With that said I have been were you are. Clinicals and instructors can be challenging but what a learning process!! I have severe GERD (refused surgery) and a hiatal hernia. I know everyone is different but my symptoms increase when I am supine only if I have eaten a large or tomatoe based meal.

I question if his LUQ pain is actually related to his GERD or if he has something else going on that has not been diagnosised. I bet you are having the same questions. His VS are all basically WNL other than the 25BMP. Is that being attributed to pain? And is there a diagnosis that accounts for diminished breath sounds in his lower lobes? Could he have a inflammatory process such as Tietze syndrome, costochondritis, arthritis or a similar process going on that could account for his pain? At 94 I am guessing that no heroic are desired and this may just be a comfort admission to stabilize him for return to the Nrsg Home. I do hope they are treating his pain.

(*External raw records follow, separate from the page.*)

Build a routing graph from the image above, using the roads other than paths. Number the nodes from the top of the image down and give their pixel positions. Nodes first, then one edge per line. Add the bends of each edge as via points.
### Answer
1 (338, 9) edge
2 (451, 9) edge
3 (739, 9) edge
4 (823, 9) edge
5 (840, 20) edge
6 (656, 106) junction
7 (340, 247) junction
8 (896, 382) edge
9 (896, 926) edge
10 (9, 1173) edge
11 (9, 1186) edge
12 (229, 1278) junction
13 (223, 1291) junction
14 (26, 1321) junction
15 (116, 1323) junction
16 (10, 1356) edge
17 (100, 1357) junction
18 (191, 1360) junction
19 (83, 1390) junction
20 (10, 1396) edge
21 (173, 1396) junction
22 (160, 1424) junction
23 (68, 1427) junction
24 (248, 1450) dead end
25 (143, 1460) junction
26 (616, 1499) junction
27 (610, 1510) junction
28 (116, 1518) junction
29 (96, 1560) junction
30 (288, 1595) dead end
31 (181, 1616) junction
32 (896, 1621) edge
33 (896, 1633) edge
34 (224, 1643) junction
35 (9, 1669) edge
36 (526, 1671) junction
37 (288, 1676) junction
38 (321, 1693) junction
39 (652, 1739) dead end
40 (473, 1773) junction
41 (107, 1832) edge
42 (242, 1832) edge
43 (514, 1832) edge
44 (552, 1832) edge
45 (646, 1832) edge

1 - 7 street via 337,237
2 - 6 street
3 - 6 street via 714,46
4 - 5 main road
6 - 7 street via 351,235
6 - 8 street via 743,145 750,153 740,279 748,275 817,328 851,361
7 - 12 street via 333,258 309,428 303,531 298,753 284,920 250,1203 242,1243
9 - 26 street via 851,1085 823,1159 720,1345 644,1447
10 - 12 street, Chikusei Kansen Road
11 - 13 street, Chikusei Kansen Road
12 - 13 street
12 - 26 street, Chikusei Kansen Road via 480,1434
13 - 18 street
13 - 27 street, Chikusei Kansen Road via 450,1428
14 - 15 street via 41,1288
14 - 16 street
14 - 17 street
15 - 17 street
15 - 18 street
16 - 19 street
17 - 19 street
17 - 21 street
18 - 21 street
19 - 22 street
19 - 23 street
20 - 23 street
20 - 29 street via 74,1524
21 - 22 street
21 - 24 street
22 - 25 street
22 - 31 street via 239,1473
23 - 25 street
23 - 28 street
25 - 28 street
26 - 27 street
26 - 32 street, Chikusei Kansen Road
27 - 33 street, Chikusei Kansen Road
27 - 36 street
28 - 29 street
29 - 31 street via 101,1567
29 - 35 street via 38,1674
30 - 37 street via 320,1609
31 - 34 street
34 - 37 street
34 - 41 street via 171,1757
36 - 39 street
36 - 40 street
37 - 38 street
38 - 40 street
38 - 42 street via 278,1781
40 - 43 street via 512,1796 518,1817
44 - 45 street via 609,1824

If you followed GERD protocol your patient teaching would include maintaining a similarity to the Fowler's position. If your patient is more comfortable supine than Fowler's there is research that concludes there is more GERD (including symptoms)when positioned supine, right lateral compared to supine and left lateral positions. I'm sure that has to due with the structure of the stomach. Sometimes we have to teach what is right for our patients and in your 94 year old patients case I would instruct him to that is supine is most comfortable than ask him to at least lay on his right side. At his age comfort is the name of the game.

I would also make the supervising nurse aware of his symptoms and your concerns. His PCP may decide to preform a few more diagnostics. Although I am sure you have already gone that route. Your concern and caring for your patients comes through in your post. You will make the health care system a better place when you enter it. Good luck to you.  Peace, Tuck
Avatar universal
thank you very much.  You really helped me a lot. As a matter of fact, I have noticed that his pain usually follows meals.  I think that the high respiratory rate may be related to his pain.  When conversing, he sometimes pauses to inhale more.  I asked him if he can breathe through his nose, and he can and does while I am taking his temp.  I don't know about the diminished breath sounds.  The only thing I can think of is lack of activity in the bottoms of his lungs because of his breathing pattern and because of his limited ambulatory abilities. I hope not, though, because he may catch pneumonia!  I will teach him to lay on his right side, too.  I never thought about teaching him that.  
Thanks again, and good luck to you in the future!  I would have never reached a solution without your help.  I feel better now because I konw how to help him without hurting him.
Avatar universal
You say his pain worsens after he eats? Have gall bladder disease or ulcers been ruled out? Sometimes what you eat can cause stomach pains to worsen , especially with GERD. With ulcers, though, eating sometimes helps to relieve the pain. Tuck had some great advice. I also noticed you said his liver enzymes were elevated as were his RR. Maybe the pain is causing the increased RR .The use of accessory muscles would make me think he's working harder to breathe. Have you tried to get him to use an inspirometer? That would help him learn to use the lower lobes as well. You sound like you are really trying your best to figure this out and make the best plan possible for your patient. You will make a great nurse because how much you care really shows through. Like Tuck said, we need more like you in the field. Too many nurses have gotten cold and have forgotten what it's like to be the patient.